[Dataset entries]
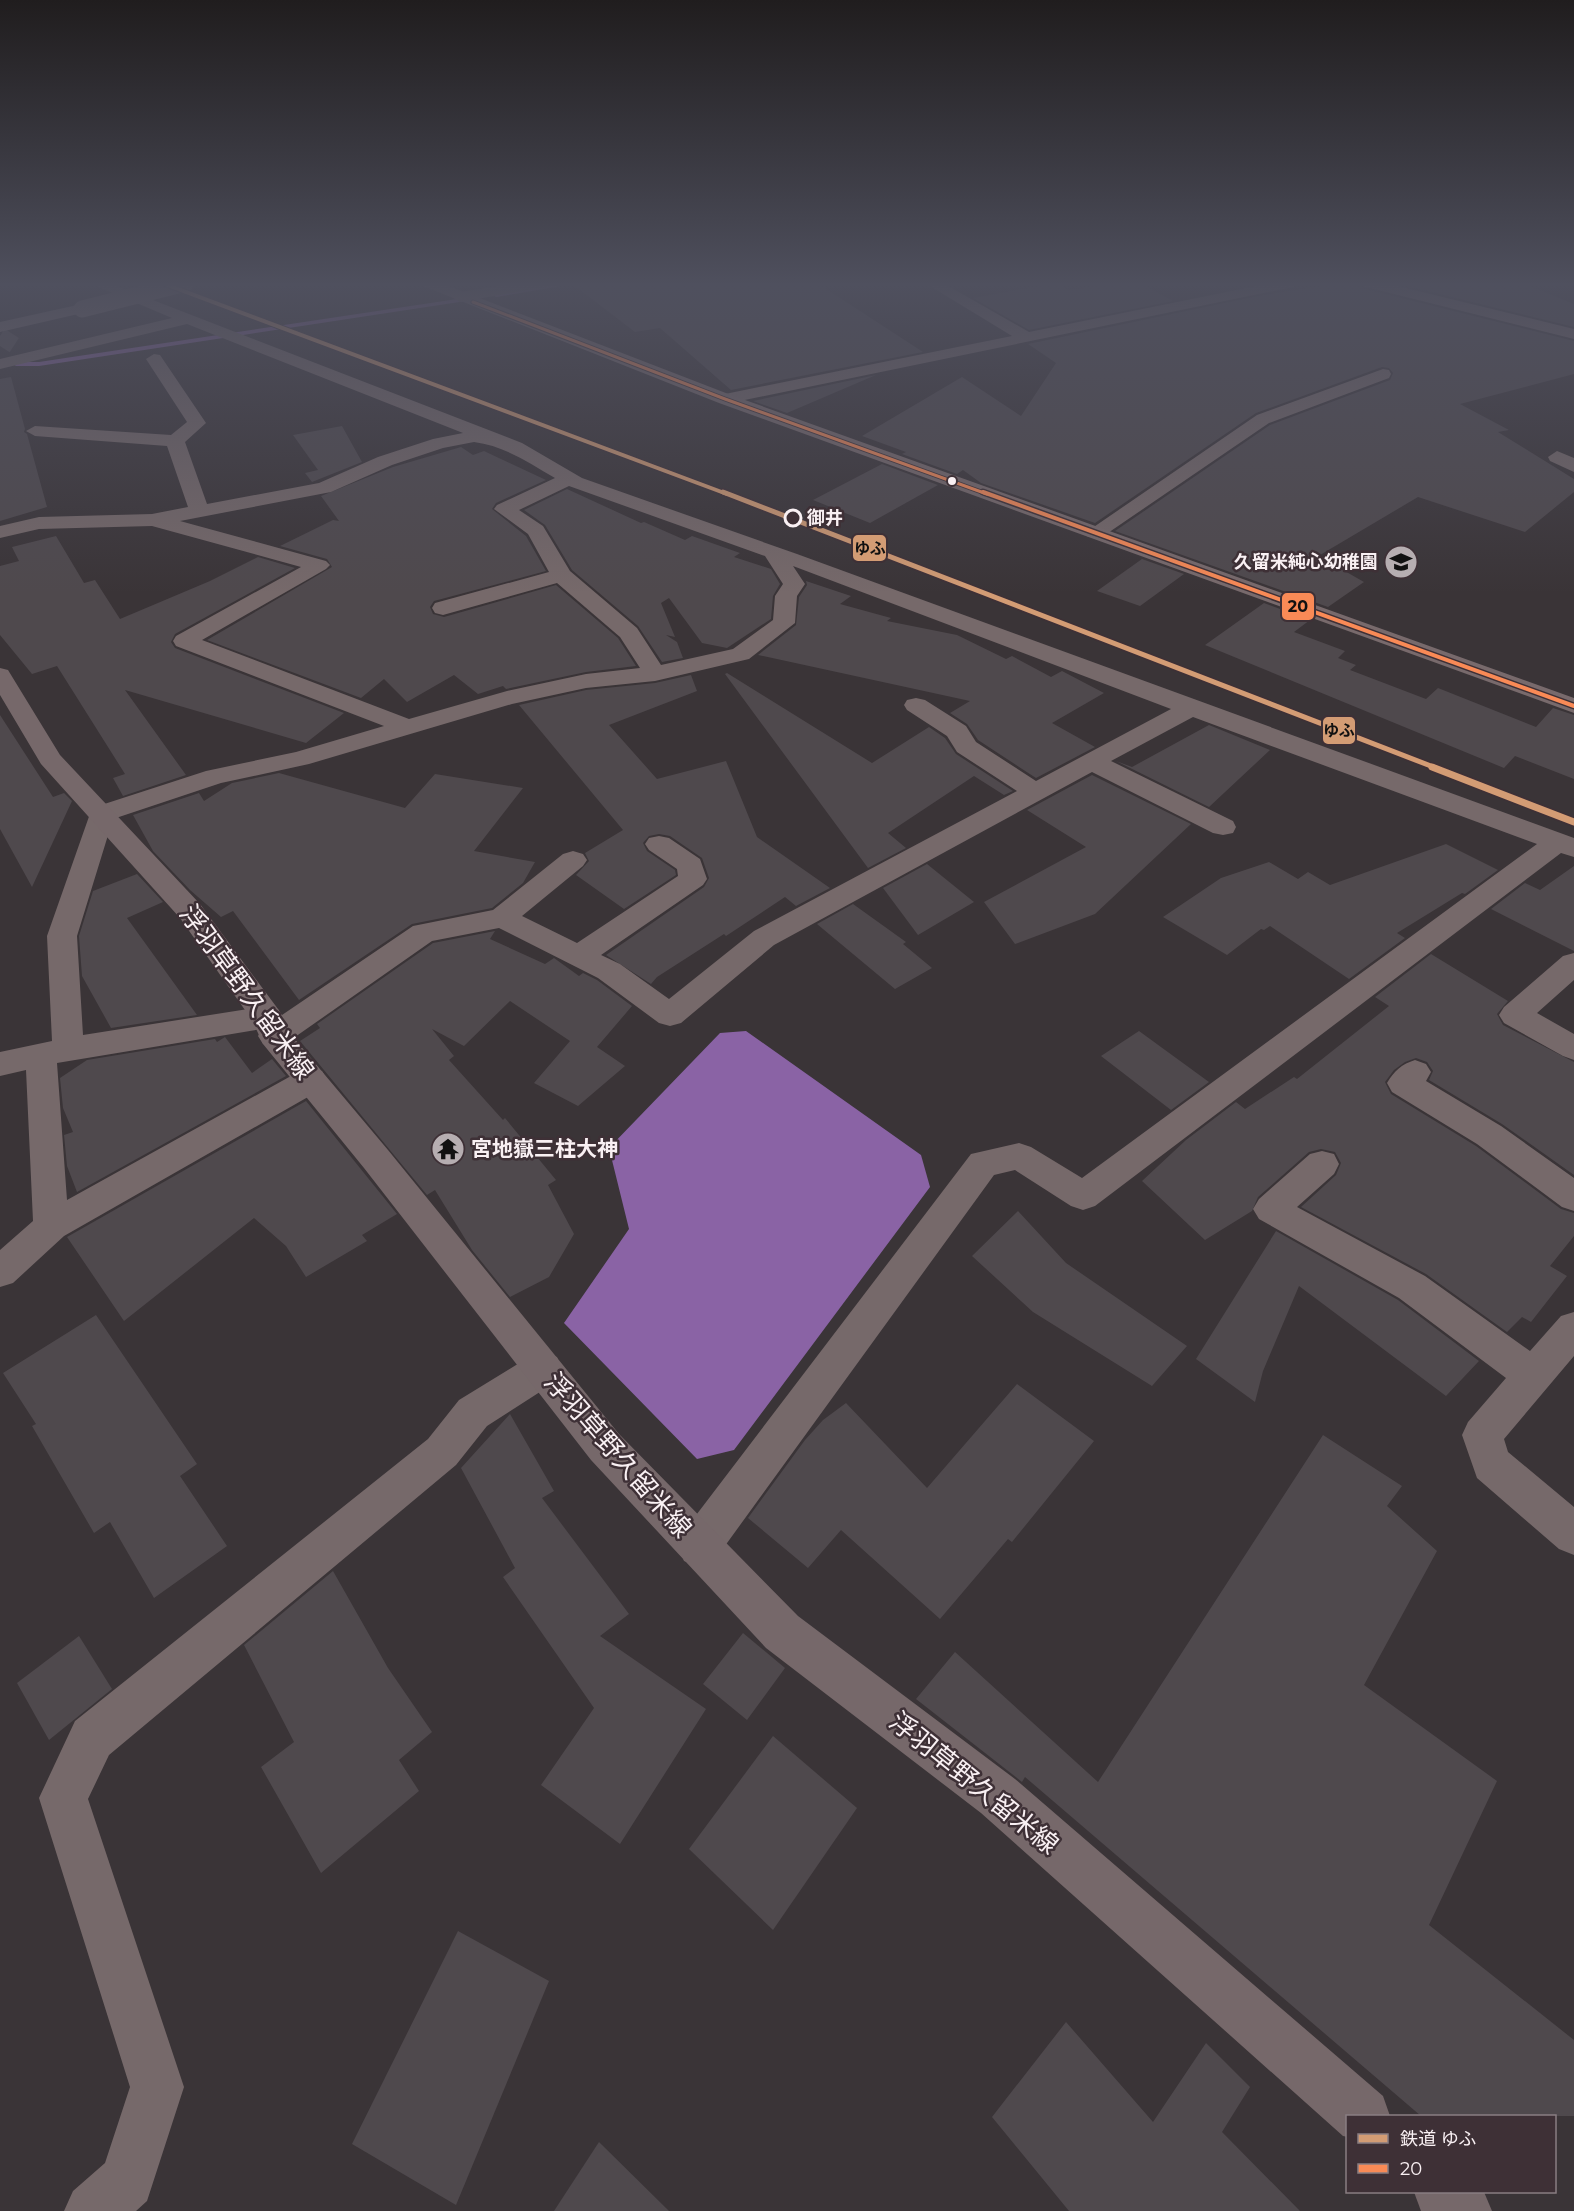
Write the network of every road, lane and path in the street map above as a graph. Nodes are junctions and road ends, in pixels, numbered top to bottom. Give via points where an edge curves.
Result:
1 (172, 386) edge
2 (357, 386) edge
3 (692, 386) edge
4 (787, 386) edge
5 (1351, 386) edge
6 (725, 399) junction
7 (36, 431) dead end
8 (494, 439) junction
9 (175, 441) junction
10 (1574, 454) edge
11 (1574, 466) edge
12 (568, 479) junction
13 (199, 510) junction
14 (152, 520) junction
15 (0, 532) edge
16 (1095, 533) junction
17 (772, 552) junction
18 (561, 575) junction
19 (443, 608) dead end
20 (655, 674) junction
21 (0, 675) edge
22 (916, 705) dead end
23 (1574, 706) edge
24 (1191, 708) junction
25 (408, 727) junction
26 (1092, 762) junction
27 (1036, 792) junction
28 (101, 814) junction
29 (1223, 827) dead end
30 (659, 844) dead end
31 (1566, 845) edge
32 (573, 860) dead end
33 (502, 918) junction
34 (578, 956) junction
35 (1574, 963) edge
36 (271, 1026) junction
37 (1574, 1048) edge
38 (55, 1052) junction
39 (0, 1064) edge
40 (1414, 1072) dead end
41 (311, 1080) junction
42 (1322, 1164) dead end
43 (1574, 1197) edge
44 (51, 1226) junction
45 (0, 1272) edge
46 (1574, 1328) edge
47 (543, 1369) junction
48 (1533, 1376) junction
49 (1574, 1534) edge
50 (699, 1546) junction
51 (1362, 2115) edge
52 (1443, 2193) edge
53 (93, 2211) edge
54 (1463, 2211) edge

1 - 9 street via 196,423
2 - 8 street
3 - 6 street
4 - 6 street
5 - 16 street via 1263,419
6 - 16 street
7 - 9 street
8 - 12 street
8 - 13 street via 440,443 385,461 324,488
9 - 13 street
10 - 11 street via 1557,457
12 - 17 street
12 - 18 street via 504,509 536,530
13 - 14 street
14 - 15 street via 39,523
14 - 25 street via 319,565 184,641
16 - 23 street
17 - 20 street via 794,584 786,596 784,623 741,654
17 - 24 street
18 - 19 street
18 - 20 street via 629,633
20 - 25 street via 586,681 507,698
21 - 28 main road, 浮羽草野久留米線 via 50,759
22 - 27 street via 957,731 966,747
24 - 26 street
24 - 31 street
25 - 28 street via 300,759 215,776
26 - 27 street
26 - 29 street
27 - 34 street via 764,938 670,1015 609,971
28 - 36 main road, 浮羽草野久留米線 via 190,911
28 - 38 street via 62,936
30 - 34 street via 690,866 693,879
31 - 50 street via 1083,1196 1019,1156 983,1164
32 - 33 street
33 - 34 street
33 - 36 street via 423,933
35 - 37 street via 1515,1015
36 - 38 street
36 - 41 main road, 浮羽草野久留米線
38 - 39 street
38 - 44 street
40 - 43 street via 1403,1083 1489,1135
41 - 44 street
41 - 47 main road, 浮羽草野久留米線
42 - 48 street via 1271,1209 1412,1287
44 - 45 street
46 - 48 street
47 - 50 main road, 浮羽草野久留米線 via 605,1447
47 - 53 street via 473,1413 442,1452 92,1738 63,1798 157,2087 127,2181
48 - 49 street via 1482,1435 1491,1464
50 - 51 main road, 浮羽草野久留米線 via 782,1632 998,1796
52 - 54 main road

• _TASK TO COMPLETE_
On how many lines of the data does "road" appear? Give only that number.

• _EXPECTED ANSWER_
8